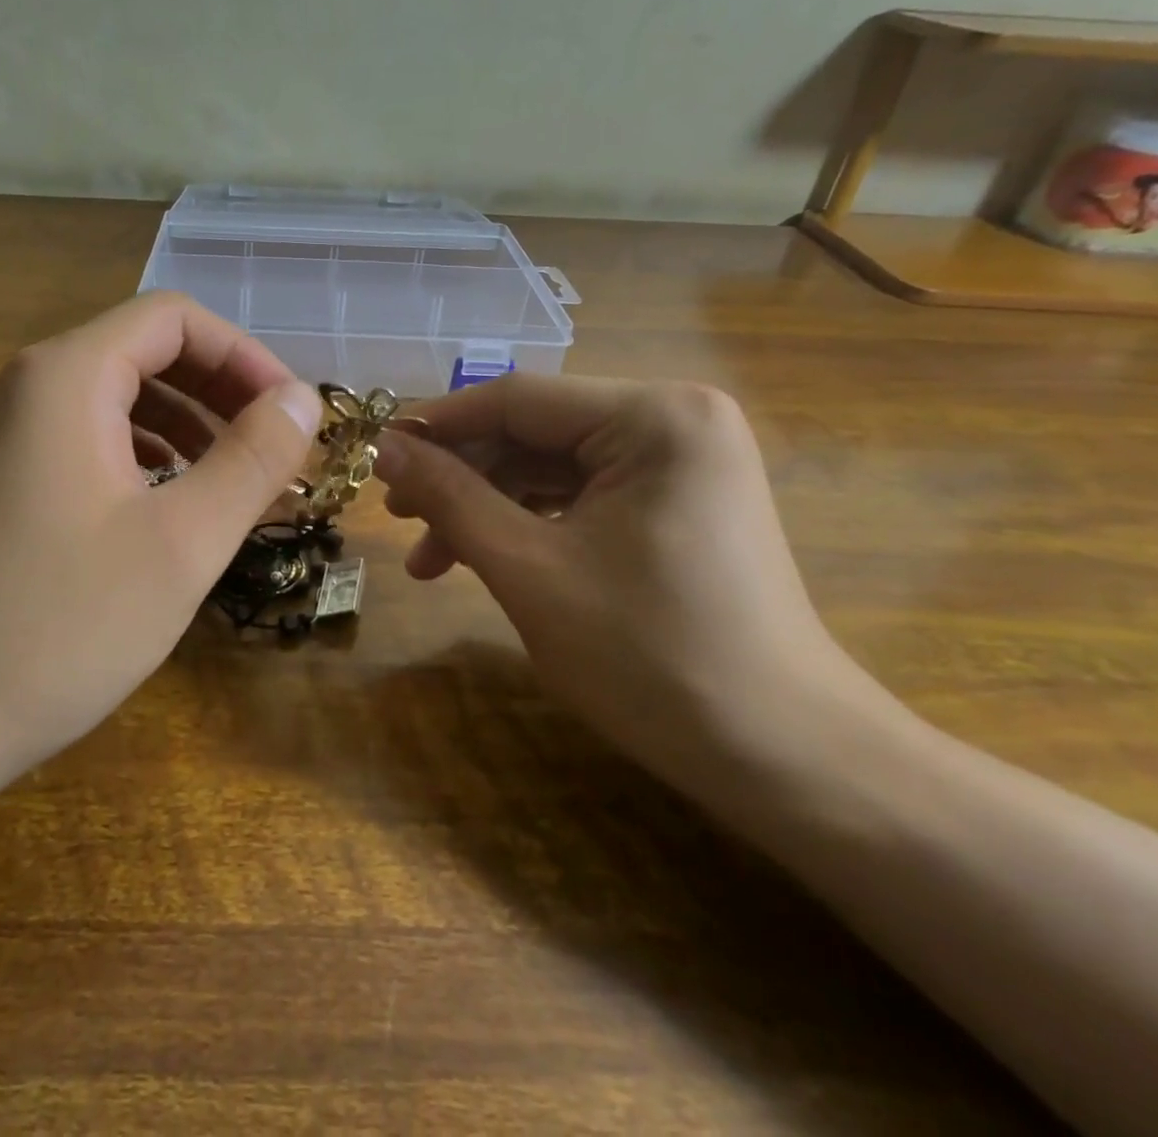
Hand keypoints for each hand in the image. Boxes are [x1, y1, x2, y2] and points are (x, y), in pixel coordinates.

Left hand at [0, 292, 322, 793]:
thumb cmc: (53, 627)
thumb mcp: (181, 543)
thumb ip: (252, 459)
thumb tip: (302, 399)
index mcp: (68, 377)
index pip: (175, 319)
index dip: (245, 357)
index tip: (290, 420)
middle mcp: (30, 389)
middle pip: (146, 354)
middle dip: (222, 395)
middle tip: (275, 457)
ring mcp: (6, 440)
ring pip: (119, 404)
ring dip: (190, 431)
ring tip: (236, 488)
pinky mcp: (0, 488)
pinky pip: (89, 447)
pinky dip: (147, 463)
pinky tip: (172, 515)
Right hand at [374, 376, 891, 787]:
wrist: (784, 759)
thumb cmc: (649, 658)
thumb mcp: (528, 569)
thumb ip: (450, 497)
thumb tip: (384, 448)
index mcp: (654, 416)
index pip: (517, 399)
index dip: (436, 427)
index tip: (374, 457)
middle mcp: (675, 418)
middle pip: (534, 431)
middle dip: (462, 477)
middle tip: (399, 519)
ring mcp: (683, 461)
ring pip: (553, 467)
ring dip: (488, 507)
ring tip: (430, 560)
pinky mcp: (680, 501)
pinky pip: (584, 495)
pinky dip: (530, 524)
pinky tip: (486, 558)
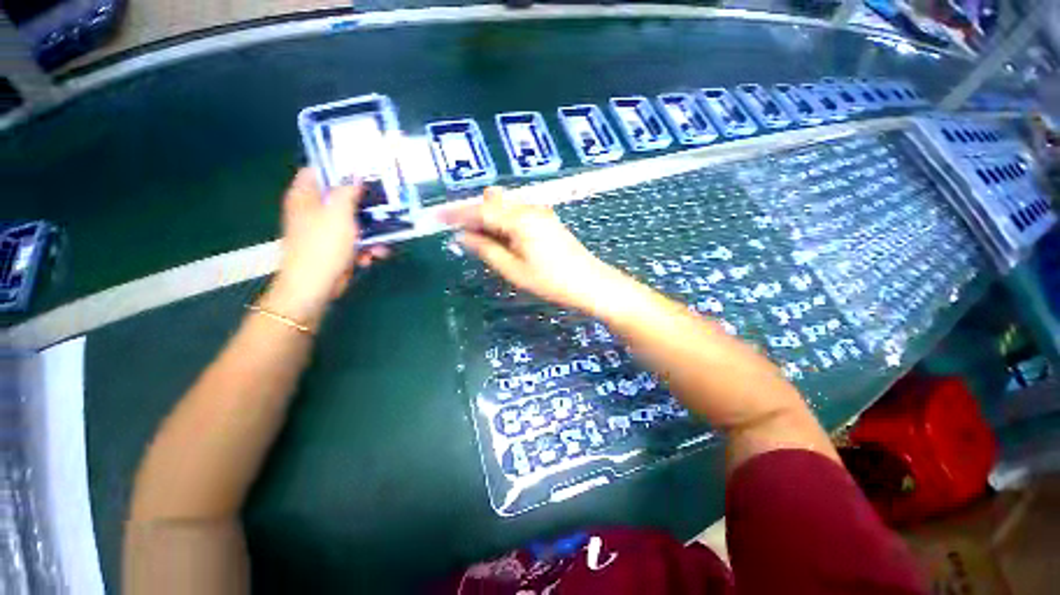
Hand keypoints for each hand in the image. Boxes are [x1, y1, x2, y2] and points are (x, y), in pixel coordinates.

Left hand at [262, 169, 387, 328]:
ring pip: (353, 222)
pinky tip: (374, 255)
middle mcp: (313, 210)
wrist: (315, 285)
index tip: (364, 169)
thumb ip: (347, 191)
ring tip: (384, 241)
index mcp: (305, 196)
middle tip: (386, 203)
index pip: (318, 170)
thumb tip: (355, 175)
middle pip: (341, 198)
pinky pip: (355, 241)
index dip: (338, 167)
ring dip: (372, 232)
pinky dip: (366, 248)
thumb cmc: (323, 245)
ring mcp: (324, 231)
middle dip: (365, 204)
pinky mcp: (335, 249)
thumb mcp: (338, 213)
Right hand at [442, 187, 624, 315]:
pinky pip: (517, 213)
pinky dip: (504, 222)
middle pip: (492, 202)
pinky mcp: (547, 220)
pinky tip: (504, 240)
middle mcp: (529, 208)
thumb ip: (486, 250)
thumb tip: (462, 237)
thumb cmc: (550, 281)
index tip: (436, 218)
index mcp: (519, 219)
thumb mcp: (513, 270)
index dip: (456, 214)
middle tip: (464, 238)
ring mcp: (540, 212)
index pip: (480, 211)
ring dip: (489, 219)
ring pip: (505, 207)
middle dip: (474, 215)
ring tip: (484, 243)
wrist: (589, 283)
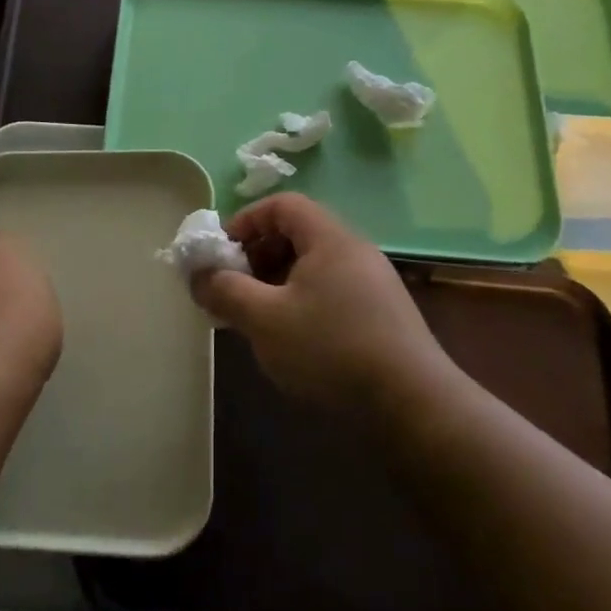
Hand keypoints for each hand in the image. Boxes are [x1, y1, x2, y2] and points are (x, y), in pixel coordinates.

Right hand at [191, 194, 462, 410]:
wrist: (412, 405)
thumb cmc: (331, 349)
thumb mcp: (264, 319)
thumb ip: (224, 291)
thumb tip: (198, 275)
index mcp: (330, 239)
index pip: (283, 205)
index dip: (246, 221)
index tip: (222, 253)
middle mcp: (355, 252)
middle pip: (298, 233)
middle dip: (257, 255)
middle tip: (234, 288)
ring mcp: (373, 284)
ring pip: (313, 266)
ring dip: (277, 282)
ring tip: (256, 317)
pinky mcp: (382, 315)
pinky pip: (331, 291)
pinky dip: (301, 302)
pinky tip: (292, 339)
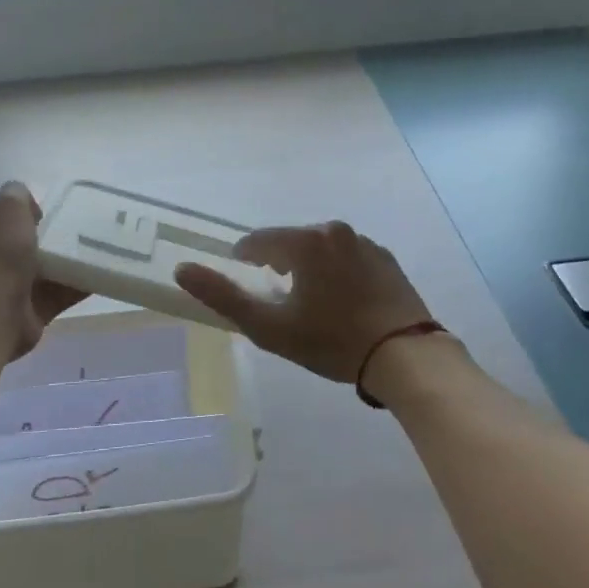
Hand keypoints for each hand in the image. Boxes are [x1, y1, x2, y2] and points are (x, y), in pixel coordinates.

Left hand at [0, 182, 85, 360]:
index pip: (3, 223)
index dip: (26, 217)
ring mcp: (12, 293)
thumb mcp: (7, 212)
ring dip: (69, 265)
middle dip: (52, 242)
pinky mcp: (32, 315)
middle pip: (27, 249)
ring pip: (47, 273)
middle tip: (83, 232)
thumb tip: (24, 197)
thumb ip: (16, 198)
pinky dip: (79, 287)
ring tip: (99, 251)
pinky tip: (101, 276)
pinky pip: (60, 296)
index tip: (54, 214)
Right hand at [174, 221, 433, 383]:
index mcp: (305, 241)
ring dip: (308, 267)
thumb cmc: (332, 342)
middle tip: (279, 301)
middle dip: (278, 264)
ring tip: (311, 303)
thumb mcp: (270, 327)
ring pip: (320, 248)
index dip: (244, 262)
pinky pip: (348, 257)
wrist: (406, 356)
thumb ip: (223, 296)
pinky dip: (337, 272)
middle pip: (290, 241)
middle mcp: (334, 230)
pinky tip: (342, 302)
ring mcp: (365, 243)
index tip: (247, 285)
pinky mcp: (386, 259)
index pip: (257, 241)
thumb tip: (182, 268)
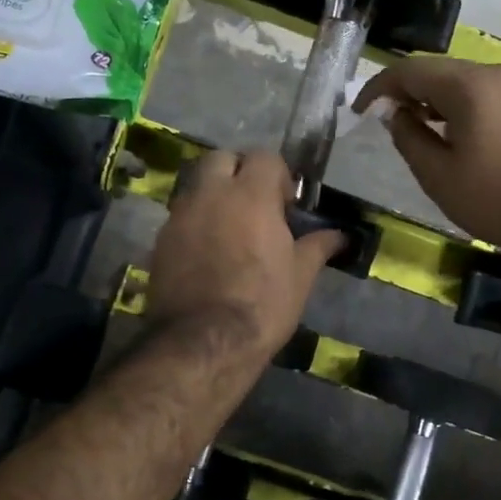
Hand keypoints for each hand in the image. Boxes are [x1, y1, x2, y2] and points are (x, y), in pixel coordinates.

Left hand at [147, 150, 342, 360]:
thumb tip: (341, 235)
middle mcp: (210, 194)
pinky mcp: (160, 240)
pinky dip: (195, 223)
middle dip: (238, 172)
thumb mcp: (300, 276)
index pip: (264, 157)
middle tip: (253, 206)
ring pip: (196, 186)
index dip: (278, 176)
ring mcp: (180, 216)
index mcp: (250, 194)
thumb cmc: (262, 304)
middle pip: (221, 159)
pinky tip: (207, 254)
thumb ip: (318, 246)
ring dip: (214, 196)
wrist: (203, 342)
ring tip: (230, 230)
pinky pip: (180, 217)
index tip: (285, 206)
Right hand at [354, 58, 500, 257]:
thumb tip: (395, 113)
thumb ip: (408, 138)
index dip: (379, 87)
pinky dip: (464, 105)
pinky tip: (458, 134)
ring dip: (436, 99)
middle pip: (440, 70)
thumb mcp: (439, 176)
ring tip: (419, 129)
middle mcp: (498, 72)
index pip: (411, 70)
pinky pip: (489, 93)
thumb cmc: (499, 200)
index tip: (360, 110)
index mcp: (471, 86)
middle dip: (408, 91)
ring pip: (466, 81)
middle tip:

WHAT TO DO ->
Within the material above, only the stretch from the line holding "pinky tip: (486, 558)" through the line holding "thumb tip: (198, 275)" is to be restated exactly. Pictures are dropped.

OUTPUT OF THE TASK ->
pinky tip: (486, 558)
Hand keypoints for each hand in the image. Boxes are [x1, y1, x2, y2] and points are (x, y), in pixel coordinates.

Left hand at [262, 169, 387, 328]:
ring pip: (353, 222)
pinky tip: (374, 255)
middle mcp: (313, 210)
wrist: (315, 285)
index tip: (364, 169)
thumb ip: (347, 191)
ring tip: (384, 241)
index mcp: (305, 196)
middle tip: (386, 203)
index pip: (318, 170)
thumb tip: (355, 175)
middle pip: (341, 198)
pinky pip: (355, 241)
index dip: (338, 167)
ring dip: (372, 232)
pinky dip: (366, 248)
thumb cmc: (323, 245)
ring mcp: (324, 231)
middle dip: (365, 204)
pinky mcp: (335, 249)
thumb mcp: (338, 213)
Right hand at [442, 187, 624, 315]:
pinky pip: (517, 213)
pinky dip: (504, 222)
middle pip: (492, 202)
pinky mcp: (547, 220)
pinky tip: (504, 240)
middle mcp: (529, 208)
thumb ip: (486, 250)
thumb tip: (462, 237)
thumb cmc: (550, 281)
index tip: (436, 218)
index mcp: (519, 219)
thumb mcp: (513, 270)
index dip: (456, 214)
middle tip: (464, 238)
ring mcp: (540, 212)
index pip: (480, 211)
ring dip: (489, 219)
ring pip: (505, 207)
middle dip: (474, 215)
ring tip: (484, 243)
wrist: (589, 283)
Hand keypoints for each hand in the image. Boxes are [x1, y1, x2, y2] and points are (x, y), in pixel coordinates.

Right hand at [191, 194, 462, 410]:
wrist: (412, 405)
thumb cmc: (331, 349)
thumb mcp: (264, 319)
thumb ip: (224, 291)
thumb tip: (198, 275)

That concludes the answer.